#### Exercise requirements
With respect to the word "Haji", report how many lines of the following listing include it. Give nothing but the number.

#### Data listing

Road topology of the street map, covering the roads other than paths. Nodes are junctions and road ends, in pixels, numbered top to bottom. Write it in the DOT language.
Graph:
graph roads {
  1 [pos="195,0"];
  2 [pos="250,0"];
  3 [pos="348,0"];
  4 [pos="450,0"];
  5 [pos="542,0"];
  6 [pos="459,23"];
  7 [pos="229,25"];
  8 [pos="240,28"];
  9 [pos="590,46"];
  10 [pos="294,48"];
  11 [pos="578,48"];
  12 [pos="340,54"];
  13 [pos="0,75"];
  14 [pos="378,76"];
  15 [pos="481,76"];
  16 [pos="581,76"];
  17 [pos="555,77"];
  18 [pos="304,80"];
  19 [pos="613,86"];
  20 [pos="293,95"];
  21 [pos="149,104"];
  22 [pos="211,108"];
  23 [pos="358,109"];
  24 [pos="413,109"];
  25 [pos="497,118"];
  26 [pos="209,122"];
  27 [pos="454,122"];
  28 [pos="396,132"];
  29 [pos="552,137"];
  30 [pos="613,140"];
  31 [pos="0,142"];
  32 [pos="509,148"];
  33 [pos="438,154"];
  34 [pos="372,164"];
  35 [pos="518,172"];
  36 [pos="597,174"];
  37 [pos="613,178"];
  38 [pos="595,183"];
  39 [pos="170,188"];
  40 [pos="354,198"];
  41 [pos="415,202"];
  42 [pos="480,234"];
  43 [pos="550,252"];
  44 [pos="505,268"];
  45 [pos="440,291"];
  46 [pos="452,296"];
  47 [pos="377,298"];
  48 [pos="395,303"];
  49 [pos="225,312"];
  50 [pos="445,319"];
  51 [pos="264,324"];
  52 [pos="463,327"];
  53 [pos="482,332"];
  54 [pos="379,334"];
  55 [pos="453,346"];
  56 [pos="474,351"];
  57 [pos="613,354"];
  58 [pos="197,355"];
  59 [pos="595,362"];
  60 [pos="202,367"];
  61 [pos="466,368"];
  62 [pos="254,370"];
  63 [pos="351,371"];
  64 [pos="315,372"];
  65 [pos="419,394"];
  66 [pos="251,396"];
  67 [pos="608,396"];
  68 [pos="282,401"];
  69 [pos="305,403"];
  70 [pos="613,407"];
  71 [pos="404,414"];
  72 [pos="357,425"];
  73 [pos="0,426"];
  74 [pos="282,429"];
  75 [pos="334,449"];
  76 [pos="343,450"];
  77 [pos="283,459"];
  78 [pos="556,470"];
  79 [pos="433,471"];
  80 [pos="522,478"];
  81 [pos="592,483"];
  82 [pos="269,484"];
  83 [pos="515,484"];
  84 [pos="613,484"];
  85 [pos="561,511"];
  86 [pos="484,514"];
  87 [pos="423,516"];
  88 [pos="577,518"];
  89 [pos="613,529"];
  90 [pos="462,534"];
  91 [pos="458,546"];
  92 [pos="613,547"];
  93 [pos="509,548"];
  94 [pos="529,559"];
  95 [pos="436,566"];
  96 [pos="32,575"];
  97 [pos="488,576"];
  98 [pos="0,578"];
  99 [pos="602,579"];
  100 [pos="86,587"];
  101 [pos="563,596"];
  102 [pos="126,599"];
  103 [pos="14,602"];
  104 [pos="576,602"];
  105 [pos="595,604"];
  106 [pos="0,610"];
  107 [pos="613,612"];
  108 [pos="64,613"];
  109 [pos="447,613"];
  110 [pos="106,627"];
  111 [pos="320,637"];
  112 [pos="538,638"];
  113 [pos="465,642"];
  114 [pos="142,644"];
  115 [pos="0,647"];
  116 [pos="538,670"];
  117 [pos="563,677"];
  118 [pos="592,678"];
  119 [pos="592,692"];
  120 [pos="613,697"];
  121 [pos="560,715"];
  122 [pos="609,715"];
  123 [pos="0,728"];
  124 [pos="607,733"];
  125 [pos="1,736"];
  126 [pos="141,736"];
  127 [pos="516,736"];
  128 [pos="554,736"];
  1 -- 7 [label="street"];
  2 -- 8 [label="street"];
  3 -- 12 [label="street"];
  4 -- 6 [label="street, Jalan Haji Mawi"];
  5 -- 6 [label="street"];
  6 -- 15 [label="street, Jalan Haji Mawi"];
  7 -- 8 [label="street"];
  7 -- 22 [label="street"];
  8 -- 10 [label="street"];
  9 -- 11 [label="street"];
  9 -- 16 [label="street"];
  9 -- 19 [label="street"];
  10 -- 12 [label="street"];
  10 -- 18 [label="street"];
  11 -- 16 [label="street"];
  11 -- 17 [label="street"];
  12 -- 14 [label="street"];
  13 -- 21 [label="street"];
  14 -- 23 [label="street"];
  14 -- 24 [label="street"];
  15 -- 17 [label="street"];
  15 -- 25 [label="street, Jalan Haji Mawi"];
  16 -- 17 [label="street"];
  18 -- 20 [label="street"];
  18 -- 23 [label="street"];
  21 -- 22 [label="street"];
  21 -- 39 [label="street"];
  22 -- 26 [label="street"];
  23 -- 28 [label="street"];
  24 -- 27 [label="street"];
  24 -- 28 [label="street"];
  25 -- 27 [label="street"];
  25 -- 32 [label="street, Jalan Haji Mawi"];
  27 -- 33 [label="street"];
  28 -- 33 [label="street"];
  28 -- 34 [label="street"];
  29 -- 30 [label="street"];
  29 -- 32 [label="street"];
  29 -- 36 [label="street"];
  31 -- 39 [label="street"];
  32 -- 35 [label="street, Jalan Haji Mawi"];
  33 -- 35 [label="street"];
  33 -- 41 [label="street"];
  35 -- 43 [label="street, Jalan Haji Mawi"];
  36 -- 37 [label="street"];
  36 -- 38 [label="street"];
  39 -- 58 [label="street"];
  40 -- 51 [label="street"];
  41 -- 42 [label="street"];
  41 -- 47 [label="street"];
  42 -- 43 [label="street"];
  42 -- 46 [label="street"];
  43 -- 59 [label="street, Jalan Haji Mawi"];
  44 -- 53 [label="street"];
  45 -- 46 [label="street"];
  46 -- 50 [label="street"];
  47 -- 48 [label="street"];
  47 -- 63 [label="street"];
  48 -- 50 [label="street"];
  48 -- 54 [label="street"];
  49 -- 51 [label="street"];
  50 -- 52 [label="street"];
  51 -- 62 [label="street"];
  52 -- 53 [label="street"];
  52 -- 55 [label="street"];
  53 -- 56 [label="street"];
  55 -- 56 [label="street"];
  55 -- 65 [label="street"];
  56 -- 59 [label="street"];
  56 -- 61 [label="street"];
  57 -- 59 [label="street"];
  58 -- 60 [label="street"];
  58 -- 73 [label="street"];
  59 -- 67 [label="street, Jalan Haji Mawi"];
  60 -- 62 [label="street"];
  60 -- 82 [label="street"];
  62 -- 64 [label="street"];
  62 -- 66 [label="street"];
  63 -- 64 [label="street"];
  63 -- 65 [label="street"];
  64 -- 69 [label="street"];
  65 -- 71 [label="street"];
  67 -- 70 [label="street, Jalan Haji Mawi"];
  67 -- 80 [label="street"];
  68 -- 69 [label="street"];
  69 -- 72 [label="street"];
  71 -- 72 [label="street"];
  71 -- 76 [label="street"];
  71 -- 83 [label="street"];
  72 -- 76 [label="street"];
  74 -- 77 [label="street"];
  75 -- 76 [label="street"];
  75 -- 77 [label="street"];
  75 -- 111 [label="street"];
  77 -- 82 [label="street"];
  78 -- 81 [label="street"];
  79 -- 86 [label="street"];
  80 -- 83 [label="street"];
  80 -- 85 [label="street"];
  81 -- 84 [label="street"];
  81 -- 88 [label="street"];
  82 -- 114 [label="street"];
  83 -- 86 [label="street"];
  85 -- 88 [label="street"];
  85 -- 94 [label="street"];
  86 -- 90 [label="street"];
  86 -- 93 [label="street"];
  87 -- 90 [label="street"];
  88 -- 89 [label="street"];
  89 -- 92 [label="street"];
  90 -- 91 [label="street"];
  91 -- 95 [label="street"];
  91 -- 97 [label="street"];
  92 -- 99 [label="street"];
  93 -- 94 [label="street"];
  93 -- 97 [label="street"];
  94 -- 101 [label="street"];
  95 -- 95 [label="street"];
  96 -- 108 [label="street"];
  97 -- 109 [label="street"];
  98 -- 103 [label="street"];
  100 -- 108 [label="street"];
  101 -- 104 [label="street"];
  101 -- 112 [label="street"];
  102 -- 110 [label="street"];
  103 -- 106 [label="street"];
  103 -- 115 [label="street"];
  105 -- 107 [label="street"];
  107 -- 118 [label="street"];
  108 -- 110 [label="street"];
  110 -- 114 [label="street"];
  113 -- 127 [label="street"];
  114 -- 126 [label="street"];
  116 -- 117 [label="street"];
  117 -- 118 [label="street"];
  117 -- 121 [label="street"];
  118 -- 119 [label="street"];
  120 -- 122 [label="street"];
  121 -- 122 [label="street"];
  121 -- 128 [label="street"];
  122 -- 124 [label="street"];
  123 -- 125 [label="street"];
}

#### Answer to the problem
9